One of the major limitations of this dataset is the paucity of available blood samples from a small cohort of convalescent patients with COVID-19. This material is difficult to obtain since patients with early disease. Another limitation of this study is lacking study on time course sampling.
In conclusion, we systematically and unbiasly mapped the phenotypic landscape of SARS-CoV-2-specific immune responses in fresh peripheral blood samples of 4 healthy donors and 13 convalescent patients with COVID-19 from Hubei province of China, including moderate and severe cases, by single-cell RNA sequencing. Our results highlighted that innate immunity was attenuated but T cell responses were retained even strengthened while B cell with a dual-function, together with the findings of TCR/BCR dataset, which provided insights into evaluation of possibility of reinfection of exposed individuals with COVID-19 and facilitation to design of effective therapeutics and vaccines.
4. Materials and methods
4.1. Patient cohort and clinical characteristics
Thirteen patients with COVID-19 were admitted at the Huanggang Hospital of Traditional Chinese Medicine, Hubei Province, P. R. China and enrolled in the study from 10 March to 15 May 2020. The categorization of three clinical groups was based on Guidelines for Diagnosis and Treatment of Corona Virus Disease 2019 issued by the National Health Commission of China (7th edition). The moderate group included non-pneumonia and mild pneumonia cases. The severe group included severe patients who met one of the following criteria: (1) Respiratory distress, respiratory rate ≥ 30 breathsmin − 1; (2) Pulse oxygen saturation (SpO2) ≤ 93% without inhalation of oxygen support at quiet resting state; (3) Arterial partial pressure of oxygen (PaO2)/oxygen concentration (FiO2) ≤ 300 mmHg; (4) Computed tomography (CT) image shows there is more than 50% increase of lung infltrating change within 24 to 48 h. The convalescent patients met the discharge criteria as follows: afebrile for more than 3d, resolution of respiratory symptoms, substantial improvement of chest CT images and two consecutive negative RT-qPCR tests for viral RNA in respiratory tract swab samples obtained at least 24 h apart. Four critical-illed patients who were grouped in the severe condition in this study required mechanical ventilation and exhibited respiratory failure, septic shock, and/or multiple organ dysfunction/ failure that required monitoring and treatment in the intensive care unit (ICU). This study strictly follows the principles according to the Declaration of Helsinki, with written informed consents obtained from all participants before sample collection according to regular principles. Ethical approvals were gained from the Ethics Committees of Huanggang Hospital of Traditional Chinese Medicine, Province, China and written informed consents or telephone call permissions were obtained from each patient or their guardians. The clinical data and disease course of the 13 patients are shown in Table 1 and Supplementary Table 1, respectively.
4.2. Sample collection
The peripheral blood mononuclear cells (PBMCs) were isolated using standard density gradient centrifugation and then used for 10x single-cell RNA-seq. Peripheral venous blood sample were obtained on 15th May 2020 of 13 patients with COVID-19 and 5 HDs. The samples were placed into vacutainer tubes and centrifuged at 400g for 5 min at 4 °C. Plasma samples were collected and stored at − 80 °C until use. For each sample, cell viability exceeded 90%.

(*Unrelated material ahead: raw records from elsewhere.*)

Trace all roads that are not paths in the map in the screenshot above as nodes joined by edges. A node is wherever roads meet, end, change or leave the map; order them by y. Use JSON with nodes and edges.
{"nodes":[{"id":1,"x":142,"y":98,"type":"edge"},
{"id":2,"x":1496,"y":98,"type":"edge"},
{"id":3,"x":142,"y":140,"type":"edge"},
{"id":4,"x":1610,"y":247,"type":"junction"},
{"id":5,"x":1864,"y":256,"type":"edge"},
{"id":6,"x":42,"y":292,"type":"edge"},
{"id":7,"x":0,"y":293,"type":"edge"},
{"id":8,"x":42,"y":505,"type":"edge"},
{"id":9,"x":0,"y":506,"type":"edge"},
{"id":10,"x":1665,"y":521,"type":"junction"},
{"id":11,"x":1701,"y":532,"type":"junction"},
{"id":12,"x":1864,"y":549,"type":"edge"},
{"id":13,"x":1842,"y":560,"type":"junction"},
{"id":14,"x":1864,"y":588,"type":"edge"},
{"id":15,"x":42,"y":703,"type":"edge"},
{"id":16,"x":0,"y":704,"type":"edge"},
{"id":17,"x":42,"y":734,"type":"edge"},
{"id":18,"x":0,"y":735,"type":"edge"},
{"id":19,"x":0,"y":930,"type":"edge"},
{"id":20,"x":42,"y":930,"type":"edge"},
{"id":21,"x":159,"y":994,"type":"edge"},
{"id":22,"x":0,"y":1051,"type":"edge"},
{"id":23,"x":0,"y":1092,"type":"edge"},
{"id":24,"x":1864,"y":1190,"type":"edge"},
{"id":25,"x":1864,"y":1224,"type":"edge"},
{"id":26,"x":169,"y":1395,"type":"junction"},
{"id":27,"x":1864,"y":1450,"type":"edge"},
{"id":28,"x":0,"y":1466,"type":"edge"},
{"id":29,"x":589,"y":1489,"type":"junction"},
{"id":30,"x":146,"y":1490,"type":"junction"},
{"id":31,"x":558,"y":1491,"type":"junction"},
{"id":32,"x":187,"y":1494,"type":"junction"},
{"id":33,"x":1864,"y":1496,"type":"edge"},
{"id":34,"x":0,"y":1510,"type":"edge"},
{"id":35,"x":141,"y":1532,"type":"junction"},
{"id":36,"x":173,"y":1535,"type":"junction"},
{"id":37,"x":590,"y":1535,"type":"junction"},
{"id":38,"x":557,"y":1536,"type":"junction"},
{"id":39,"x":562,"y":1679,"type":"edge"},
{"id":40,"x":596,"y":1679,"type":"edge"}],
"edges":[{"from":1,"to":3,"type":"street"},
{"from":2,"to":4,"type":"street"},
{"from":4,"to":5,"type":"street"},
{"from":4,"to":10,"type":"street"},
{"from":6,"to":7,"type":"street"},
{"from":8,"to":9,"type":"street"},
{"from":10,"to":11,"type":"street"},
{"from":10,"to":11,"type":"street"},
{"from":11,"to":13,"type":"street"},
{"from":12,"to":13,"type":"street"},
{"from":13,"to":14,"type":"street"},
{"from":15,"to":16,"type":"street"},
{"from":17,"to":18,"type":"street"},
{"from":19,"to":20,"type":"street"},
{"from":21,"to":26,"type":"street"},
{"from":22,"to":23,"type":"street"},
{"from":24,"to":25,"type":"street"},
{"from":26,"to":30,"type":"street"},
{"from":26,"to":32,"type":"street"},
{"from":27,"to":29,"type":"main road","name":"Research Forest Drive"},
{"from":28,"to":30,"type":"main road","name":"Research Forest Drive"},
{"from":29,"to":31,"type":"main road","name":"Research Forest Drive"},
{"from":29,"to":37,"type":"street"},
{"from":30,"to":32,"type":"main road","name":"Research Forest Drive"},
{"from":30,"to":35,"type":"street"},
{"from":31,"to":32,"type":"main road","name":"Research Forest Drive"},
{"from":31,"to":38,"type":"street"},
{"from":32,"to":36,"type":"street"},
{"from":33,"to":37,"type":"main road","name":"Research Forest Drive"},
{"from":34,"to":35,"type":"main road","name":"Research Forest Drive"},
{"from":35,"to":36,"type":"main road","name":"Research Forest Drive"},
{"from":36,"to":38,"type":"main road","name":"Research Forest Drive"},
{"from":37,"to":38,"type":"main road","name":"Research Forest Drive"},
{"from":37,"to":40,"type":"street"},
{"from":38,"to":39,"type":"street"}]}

4.3. Single cell RNA library preparation and sequencing
Using a Single Cell 5′ Library and Gel Bead kit (10X Genomics, 1000006) and Chromium Single Cell A Chip kit (10X Genomics, 120236), the cell suspension (300–600 living cells per ml as determined by Count Star) was loaded onto a Chromium single cell controller (10X Genomics) to generate single-cell gel beads in the emulsion (GEMs) according to the manufacturer’s protocol. Briefly, single cells were suspended in PBS containing 0.04% BSA. Approximately 10,000 cells were added to each channel and approximately 5,000 target cells were recovered. Captured cells were lysed and the released RNA was barcoded through reverse transcription in individual GEMs. Reverse transcription was performed on a S1000TM Touch Thermal Cycler (Bio Rad) at 53 °C for 45 min, followed by 85 °C for 5 min and a hold at 4 °C. Complementary DNA was generated and amplified, after which, quality was assessed using an Agilent 4200 (performed by CapitalBio Technology). According to the manufacturer’s introduction, scRNA-seq libraries were constructed using a Single Cell 5′ Library and Gel Bead kit, Single Cell V(D)J Enrichment kit, Human T Cell (1000005) and a Single Cell V(D)J Enrichment kit, Human B Cell (1000016). The libraries were sequenced using an Illumina Novaseq6000 sequencer with a paired-end 150-bp (PE150) reading strategy (performed by CapitalBio Technology, China).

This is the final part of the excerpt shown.